▶ _Work to be completed_:
Reproduce the listing exactly. Omit pictures.

▶ _Exercise material_:
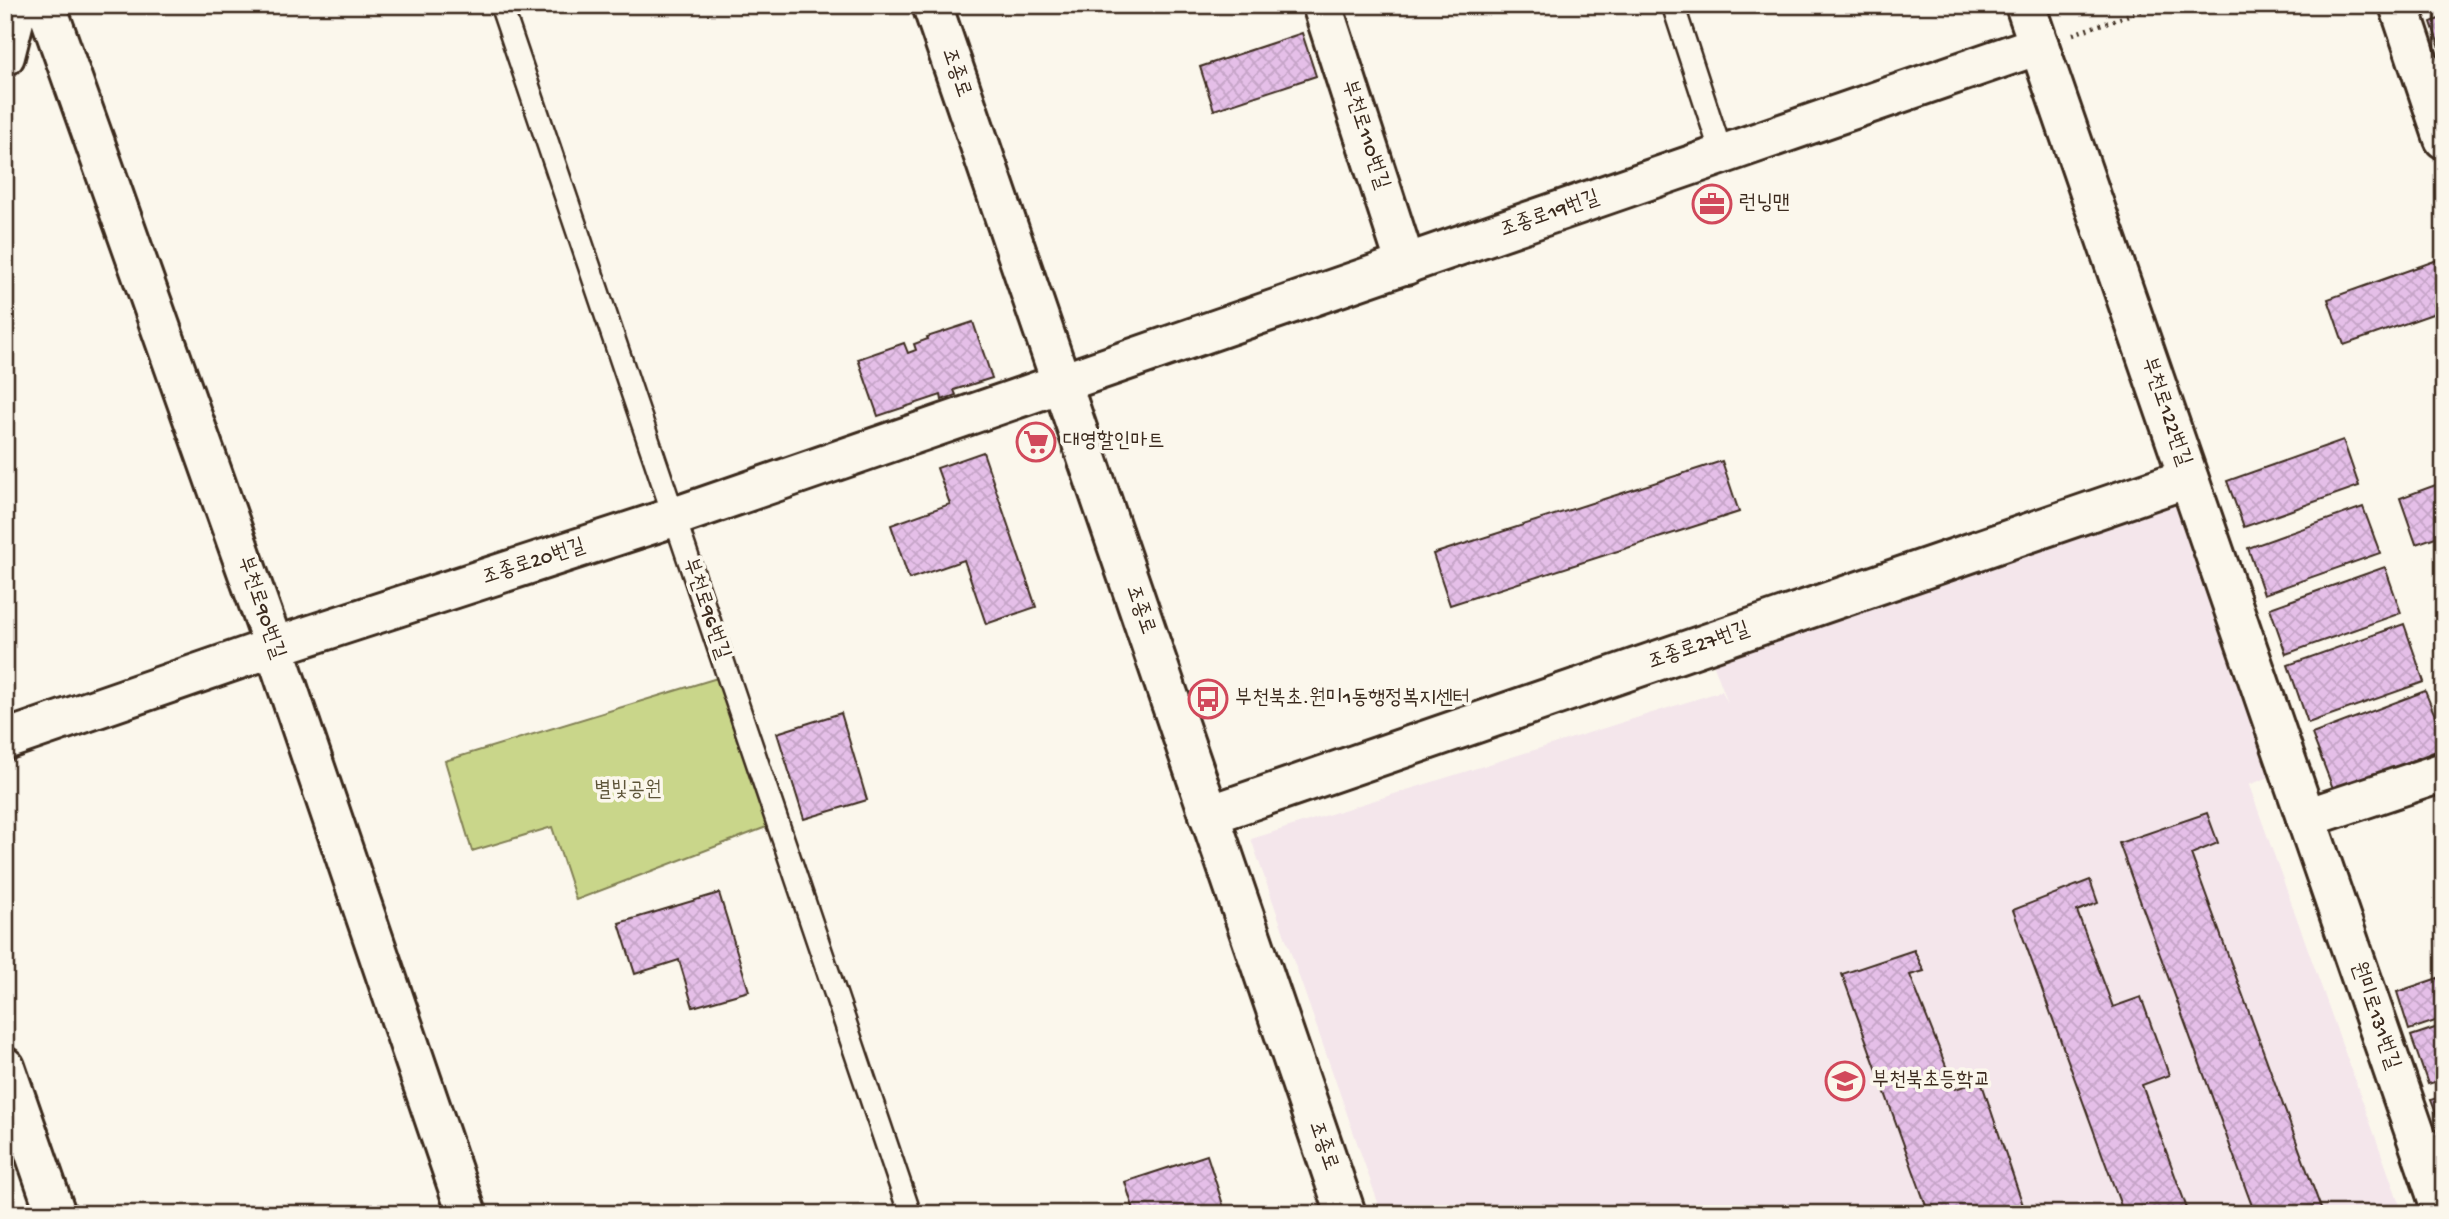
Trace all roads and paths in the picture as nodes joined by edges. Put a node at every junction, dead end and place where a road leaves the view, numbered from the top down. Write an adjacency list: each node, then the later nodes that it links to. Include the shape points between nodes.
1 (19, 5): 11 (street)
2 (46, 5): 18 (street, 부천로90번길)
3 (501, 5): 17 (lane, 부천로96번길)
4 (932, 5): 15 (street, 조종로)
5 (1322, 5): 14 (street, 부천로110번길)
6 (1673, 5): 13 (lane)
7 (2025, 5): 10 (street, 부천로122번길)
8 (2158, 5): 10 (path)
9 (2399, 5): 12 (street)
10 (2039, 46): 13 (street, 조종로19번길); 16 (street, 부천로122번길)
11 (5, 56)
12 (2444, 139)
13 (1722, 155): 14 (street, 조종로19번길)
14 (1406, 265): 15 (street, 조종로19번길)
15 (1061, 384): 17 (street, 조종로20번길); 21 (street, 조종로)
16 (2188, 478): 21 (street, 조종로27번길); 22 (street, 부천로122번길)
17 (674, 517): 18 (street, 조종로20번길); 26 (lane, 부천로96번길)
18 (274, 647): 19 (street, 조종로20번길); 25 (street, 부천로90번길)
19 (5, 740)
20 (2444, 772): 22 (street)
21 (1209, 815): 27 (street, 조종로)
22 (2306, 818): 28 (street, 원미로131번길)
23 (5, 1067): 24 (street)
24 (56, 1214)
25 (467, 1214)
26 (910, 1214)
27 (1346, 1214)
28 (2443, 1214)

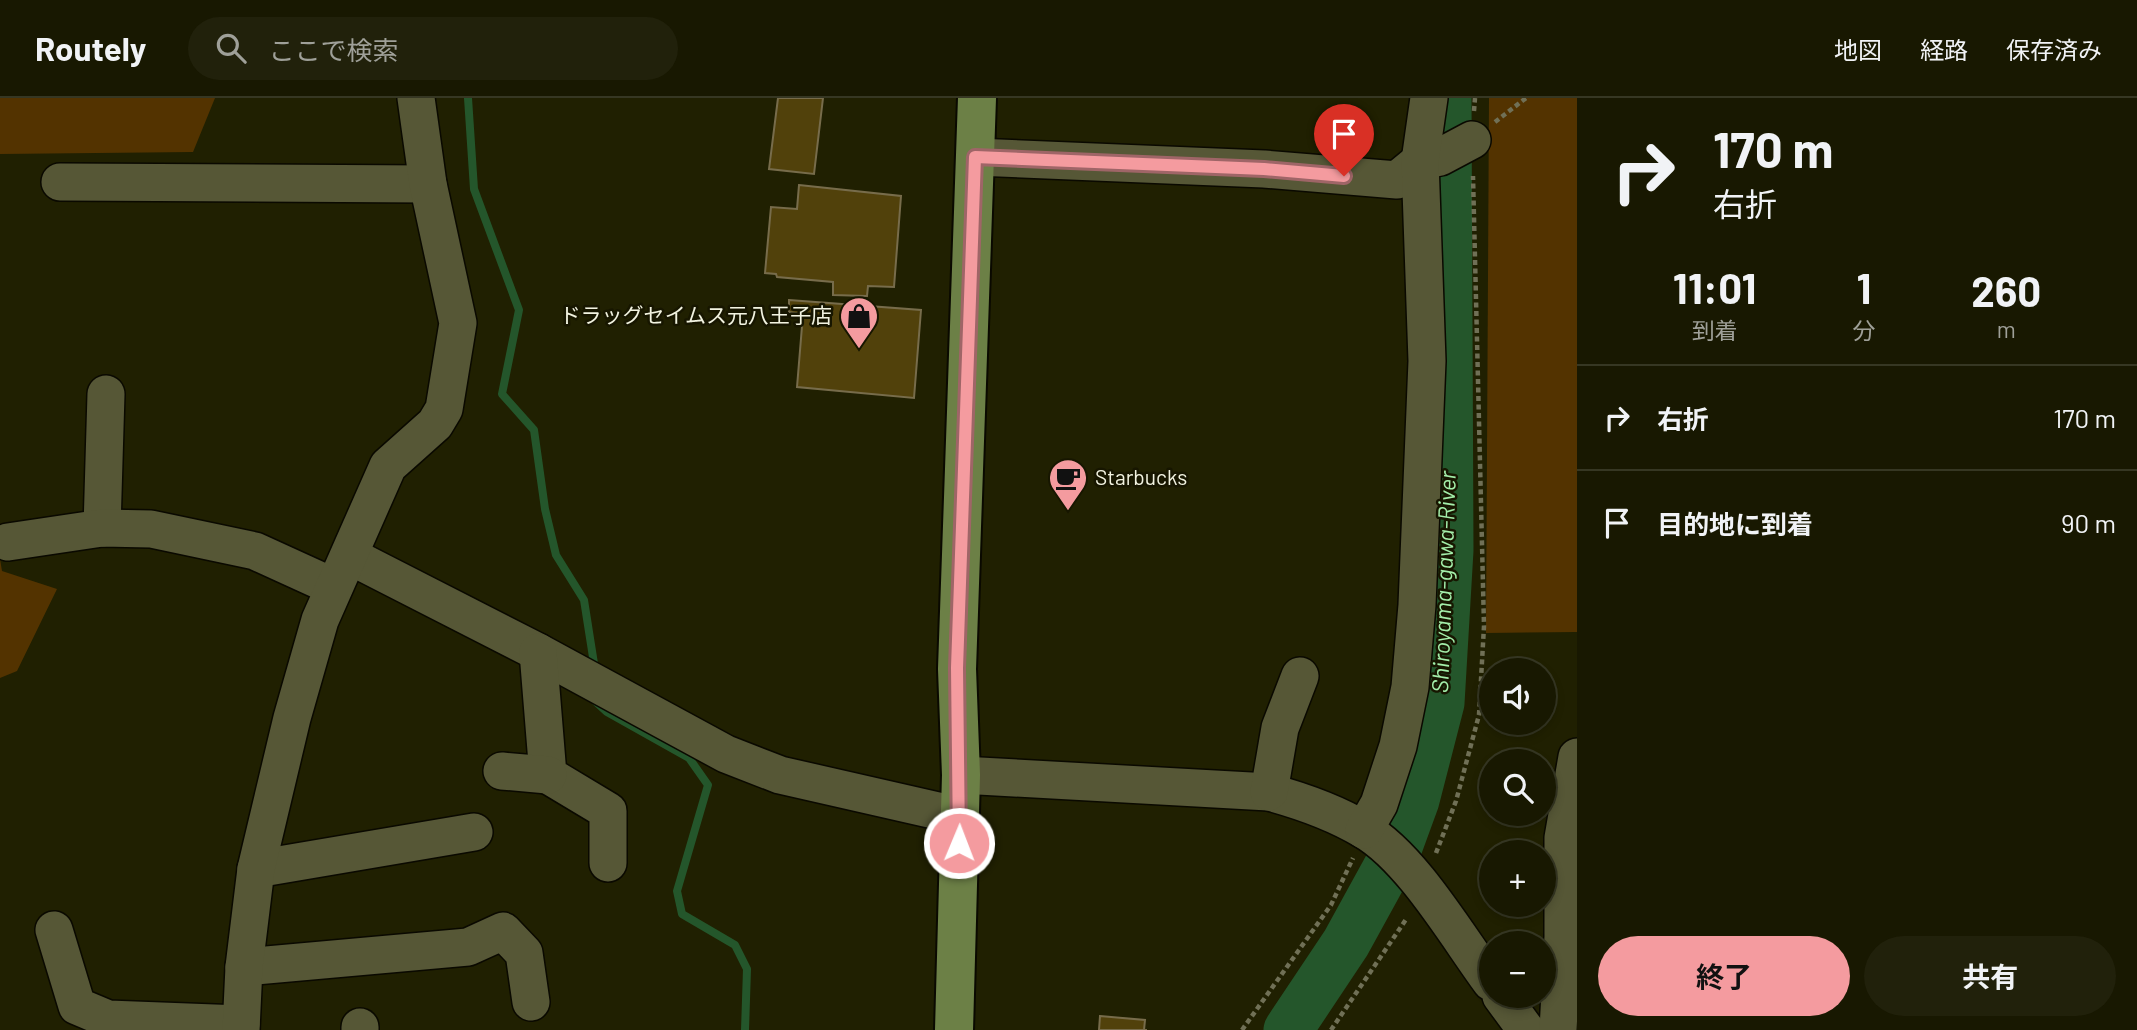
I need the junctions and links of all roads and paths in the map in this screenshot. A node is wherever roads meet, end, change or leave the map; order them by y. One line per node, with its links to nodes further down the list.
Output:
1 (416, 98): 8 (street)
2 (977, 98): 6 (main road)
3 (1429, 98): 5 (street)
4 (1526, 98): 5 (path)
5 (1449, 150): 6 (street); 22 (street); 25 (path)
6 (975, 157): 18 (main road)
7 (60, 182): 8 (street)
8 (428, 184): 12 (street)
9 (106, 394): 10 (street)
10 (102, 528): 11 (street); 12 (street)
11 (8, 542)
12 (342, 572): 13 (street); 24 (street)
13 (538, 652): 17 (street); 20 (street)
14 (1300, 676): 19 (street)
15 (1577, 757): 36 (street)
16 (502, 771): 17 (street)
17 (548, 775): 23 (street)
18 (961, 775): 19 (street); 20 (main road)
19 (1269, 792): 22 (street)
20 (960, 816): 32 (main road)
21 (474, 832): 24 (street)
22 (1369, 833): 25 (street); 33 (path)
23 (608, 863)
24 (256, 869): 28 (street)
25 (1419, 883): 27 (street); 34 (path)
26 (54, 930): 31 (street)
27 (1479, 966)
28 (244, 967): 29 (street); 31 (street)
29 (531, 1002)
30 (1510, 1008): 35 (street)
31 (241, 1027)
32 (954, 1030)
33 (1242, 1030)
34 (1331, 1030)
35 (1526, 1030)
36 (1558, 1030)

▶ _Task solution_:
Trace all roads and paths in the picture as nodes joined by edges. Put a node at every junction, dead end and place where a road leaves the view, numbered from the top down. Write an adjacency list: each node, then the later nodes that it links to. Include the shape points between nodes.
1 (19, 5): 11 (street)
2 (46, 5): 18 (street, 부천로90번길)
3 (501, 5): 17 (lane, 부천로96번길)
4 (932, 5): 15 (street, 조종로)
5 (1322, 5): 14 (street, 부천로110번길)
6 (1673, 5): 13 (lane)
7 (2025, 5): 10 (street, 부천로122번길)
8 (2158, 5): 10 (path)
9 (2399, 5): 12 (street)
10 (2039, 46): 13 (street, 조종로19번길); 16 (street, 부천로122번길)
11 (5, 56)
12 (2444, 139)
13 (1722, 155): 14 (street, 조종로19번길)
14 (1406, 265): 15 (street, 조종로19번길)
15 (1061, 384): 17 (street, 조종로20번길); 21 (street, 조종로)
16 (2188, 478): 21 (street, 조종로27번길); 22 (street, 부천로122번길)
17 (674, 517): 18 (street, 조종로20번길); 26 (lane, 부천로96번길)
18 (274, 647): 19 (street, 조종로20번길); 25 (street, 부천로90번길)
19 (5, 740)
20 (2444, 772): 22 (street)
21 (1209, 815): 27 (street, 조종로)
22 (2306, 818): 28 (street, 원미로131번길)
23 (5, 1067): 24 (street)
24 (56, 1214)
25 (467, 1214)
26 (910, 1214)
27 (1346, 1214)
28 (2443, 1214)

I need the junctions and links of all roads and paths in the map in this screenshot. A node is wherever roads meet, end, change or leave the map; order them by y. One line per node, with its links to nodes further down the list.
Output:
1 (416, 98): 8 (street)
2 (977, 98): 6 (main road)
3 (1429, 98): 5 (street)
4 (1526, 98): 5 (path)
5 (1449, 150): 6 (street); 22 (street); 25 (path)
6 (975, 157): 18 (main road)
7 (60, 182): 8 (street)
8 (428, 184): 12 (street)
9 (106, 394): 10 (street)
10 (102, 528): 11 (street); 12 (street)
11 (8, 542)
12 (342, 572): 13 (street); 24 (street)
13 (538, 652): 17 (street); 20 (street)
14 (1300, 676): 19 (street)
15 (1577, 757): 36 (street)
16 (502, 771): 17 (street)
17 (548, 775): 23 (street)
18 (961, 775): 19 (street); 20 (main road)
19 (1269, 792): 22 (street)
20 (960, 816): 32 (main road)
21 (474, 832): 24 (street)
22 (1369, 833): 25 (street); 33 (path)
23 (608, 863)
24 (256, 869): 28 (street)
25 (1419, 883): 27 (street); 34 (path)
26 (54, 930): 31 (street)
27 (1479, 966)
28 (244, 967): 29 (street); 31 (street)
29 (531, 1002)
30 (1510, 1008): 35 (street)
31 (241, 1027)
32 (954, 1030)
33 (1242, 1030)
34 (1331, 1030)
35 (1526, 1030)
36 (1558, 1030)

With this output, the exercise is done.